CAPÍTULO IV: A SOMBRA E A LUZ

     Quanto mais forte é a influência das sociedades modernas sobre a sua existência – tanto como conseqüência de um desenvolvimento econômico e de mudanças sociais aceleradas quanto como efeito de políticas cada vez mais mobilizadoras – mais se transtorna a relação entre dominantes e dominados. Nas sociedades quem entravam na modernidade, o terceiro estado se definia por sua atividade e as ordens superiores por privilégios. (p. 316)

     As relações contra o cristianismo e a modernidade se restringiram principalmente na França e nos países de tradição católica, a uma apresentação ideológica brutal. A religião era o passado, o obscurantismo; a modernidade era definida pelo triunfo das luzes da razão sobre a irracionalidade das crenças. Não era a sociedade rural quase sempre um universo estreito, mas preocupado com a continuidade do que com a mudança e onde a Igreja – apoiada principalmente nas mulheres – preocupava-se em manter seu controle cultural sobre os espíritos perturbados pelas seduções da cidade e do progresso? Esta visão caricatural foi reforçada pelo confronto entre clérigos e leigos que na verdade foi o caso geral de uma França tradicional com as classes médias e uma classe operária em ascensão. (p. 323)

     Ao entrar na modernidade a religião explode, mas seus componentes não desaparecem. O sujeito, cessando de ser divino ou de ser definido como a razão, torna-se humano, pessoal, torna-se uma certa relação do indivíduo ou do grupo a eles mesmos. (p. 324)

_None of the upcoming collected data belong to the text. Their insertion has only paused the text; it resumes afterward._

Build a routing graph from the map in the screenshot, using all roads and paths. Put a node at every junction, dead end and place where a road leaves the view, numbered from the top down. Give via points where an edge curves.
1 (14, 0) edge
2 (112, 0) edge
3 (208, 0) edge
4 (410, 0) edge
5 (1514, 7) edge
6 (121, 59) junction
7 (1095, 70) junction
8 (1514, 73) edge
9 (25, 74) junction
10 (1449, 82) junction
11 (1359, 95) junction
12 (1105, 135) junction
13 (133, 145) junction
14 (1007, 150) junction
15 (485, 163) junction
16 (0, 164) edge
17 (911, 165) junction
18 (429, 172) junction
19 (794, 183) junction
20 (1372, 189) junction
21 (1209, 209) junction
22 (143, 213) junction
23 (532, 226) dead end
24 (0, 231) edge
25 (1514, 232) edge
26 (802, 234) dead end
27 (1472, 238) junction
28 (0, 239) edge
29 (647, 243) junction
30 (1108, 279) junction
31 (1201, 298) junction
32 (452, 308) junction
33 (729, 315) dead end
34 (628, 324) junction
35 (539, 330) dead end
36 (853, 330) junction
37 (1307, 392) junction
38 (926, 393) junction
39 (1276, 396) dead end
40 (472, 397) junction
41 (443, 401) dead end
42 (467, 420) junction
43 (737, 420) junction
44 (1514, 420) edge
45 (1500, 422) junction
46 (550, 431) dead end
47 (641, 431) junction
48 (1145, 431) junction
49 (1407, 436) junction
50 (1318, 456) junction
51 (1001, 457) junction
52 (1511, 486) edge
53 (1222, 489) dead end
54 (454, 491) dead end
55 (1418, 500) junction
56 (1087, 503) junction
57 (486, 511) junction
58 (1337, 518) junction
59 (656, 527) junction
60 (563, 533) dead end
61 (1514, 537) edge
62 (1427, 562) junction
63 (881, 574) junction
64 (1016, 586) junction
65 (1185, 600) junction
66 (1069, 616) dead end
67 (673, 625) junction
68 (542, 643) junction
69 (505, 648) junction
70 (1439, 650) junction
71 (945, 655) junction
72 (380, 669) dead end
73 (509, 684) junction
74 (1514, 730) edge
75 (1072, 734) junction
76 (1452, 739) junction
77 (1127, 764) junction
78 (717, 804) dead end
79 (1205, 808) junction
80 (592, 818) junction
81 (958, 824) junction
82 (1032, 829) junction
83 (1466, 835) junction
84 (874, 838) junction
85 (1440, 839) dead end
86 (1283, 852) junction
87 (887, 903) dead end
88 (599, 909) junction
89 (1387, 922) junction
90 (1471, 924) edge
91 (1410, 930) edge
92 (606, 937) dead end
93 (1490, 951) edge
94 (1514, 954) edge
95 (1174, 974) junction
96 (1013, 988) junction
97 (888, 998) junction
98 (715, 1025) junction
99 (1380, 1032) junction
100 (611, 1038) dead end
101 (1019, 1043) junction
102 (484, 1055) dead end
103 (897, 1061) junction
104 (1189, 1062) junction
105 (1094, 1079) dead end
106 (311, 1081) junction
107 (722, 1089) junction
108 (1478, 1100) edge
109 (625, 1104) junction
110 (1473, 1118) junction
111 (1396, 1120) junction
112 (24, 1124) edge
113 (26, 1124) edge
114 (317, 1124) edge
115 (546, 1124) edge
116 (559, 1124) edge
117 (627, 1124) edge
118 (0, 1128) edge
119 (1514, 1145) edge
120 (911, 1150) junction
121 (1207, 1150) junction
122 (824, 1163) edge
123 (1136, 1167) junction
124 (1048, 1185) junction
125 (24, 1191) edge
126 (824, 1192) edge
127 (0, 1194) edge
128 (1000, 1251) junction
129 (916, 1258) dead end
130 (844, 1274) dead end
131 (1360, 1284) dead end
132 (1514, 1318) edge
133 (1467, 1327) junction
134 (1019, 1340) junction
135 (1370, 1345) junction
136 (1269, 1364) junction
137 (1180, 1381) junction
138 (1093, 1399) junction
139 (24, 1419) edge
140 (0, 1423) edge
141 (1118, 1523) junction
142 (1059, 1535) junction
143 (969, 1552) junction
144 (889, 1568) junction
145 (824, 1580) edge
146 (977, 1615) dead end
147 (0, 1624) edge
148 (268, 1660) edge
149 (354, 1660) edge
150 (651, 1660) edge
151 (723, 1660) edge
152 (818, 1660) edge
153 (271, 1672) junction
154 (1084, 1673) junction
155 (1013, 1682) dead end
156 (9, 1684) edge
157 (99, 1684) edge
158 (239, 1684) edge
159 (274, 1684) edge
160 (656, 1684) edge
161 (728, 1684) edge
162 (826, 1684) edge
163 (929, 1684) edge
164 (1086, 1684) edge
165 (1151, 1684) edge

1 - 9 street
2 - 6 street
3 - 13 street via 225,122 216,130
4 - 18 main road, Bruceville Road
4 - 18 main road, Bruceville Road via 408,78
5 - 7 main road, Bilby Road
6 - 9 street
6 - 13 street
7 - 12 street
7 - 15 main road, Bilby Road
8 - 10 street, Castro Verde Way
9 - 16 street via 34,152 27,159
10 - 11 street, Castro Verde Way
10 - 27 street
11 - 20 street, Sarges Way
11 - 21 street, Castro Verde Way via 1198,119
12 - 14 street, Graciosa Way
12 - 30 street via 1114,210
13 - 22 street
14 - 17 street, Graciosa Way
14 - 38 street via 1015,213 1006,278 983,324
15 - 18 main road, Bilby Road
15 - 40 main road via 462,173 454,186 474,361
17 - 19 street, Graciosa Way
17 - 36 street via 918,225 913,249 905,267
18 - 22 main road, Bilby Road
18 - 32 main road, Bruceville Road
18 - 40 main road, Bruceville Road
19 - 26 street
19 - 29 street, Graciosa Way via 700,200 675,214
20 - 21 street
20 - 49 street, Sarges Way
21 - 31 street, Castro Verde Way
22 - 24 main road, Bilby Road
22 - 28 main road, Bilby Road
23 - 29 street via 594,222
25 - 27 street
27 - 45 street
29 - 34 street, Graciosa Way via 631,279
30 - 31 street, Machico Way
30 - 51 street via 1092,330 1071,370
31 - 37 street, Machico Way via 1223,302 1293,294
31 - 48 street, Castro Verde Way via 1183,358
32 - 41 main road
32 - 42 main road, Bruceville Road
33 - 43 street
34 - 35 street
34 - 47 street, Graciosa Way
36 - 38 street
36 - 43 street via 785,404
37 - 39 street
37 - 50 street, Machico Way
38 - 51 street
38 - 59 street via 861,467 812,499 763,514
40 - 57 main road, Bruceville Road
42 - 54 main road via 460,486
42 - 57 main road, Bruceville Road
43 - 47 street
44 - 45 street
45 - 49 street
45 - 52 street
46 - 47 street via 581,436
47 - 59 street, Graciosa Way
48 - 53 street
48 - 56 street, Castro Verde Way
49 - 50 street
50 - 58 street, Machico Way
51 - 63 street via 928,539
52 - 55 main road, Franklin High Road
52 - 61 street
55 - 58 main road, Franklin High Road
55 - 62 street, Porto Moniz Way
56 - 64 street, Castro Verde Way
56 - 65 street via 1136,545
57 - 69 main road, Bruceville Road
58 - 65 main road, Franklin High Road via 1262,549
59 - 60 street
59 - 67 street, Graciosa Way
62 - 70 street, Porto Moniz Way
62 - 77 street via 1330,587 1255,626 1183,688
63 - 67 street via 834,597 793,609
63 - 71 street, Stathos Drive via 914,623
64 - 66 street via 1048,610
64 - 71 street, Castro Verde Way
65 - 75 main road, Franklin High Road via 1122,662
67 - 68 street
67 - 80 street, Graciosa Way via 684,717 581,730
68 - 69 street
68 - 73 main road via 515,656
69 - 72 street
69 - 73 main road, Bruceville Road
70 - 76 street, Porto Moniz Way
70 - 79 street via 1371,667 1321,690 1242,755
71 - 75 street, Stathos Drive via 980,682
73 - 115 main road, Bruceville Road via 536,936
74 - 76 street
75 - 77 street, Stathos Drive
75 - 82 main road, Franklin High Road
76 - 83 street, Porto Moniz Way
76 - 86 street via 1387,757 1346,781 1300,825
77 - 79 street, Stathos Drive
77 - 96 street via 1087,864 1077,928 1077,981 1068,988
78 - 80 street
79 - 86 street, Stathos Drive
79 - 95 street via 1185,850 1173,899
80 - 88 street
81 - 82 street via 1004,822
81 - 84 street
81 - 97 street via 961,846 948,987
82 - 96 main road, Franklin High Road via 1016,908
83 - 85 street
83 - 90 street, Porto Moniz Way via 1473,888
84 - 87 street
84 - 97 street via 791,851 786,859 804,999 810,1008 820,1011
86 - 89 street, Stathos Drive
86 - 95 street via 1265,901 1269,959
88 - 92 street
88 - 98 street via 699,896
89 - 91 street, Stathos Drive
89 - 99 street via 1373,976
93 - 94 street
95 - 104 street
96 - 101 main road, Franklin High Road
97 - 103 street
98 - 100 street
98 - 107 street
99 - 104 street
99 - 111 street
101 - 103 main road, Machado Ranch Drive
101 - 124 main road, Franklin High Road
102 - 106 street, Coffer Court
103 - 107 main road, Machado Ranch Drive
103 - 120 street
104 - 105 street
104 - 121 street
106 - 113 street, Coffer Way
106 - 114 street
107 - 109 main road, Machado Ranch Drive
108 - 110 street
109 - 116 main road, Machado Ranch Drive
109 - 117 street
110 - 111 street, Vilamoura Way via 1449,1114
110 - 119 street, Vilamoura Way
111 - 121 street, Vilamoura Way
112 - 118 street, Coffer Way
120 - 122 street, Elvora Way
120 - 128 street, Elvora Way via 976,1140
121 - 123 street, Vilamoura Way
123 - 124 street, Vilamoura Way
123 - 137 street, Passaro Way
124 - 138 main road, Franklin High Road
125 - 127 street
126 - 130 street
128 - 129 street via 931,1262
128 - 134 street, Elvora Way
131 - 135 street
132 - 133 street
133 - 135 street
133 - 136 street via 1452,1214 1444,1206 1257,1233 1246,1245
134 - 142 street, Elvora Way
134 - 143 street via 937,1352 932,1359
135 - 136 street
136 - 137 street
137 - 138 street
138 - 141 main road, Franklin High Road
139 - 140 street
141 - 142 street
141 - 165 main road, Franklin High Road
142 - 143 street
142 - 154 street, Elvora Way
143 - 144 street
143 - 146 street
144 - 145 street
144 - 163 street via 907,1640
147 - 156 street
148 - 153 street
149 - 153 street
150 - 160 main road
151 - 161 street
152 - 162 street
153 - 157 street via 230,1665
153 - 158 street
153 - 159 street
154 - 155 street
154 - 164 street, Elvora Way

     A ameaça totalitária pode fazer cair na armadilha moralista. Esta consiste em só defender o sujeito dessocializando-o completamente. Erro contrário ao que causou tantos estragos à época moderna. Após ter aceitado opressões e escravidões piores que as do passado, em nome da necessária luta pela liberdade, após ter imposto um poder absoluto para se livrar dos privilégios, a sociedade moderna se atira numa defesa tão abstrata dos direito do homem, que ela não sabe mais apontar adversários concretos, substitui lutas reais por campanhas de opinião, e sobretudo substitui à participação ativa dos próprios interesses a pressão, que se acredita irresistível, do dinheiro e dos meios de comunicação dos países mais ricos. (p. 330 e 331)  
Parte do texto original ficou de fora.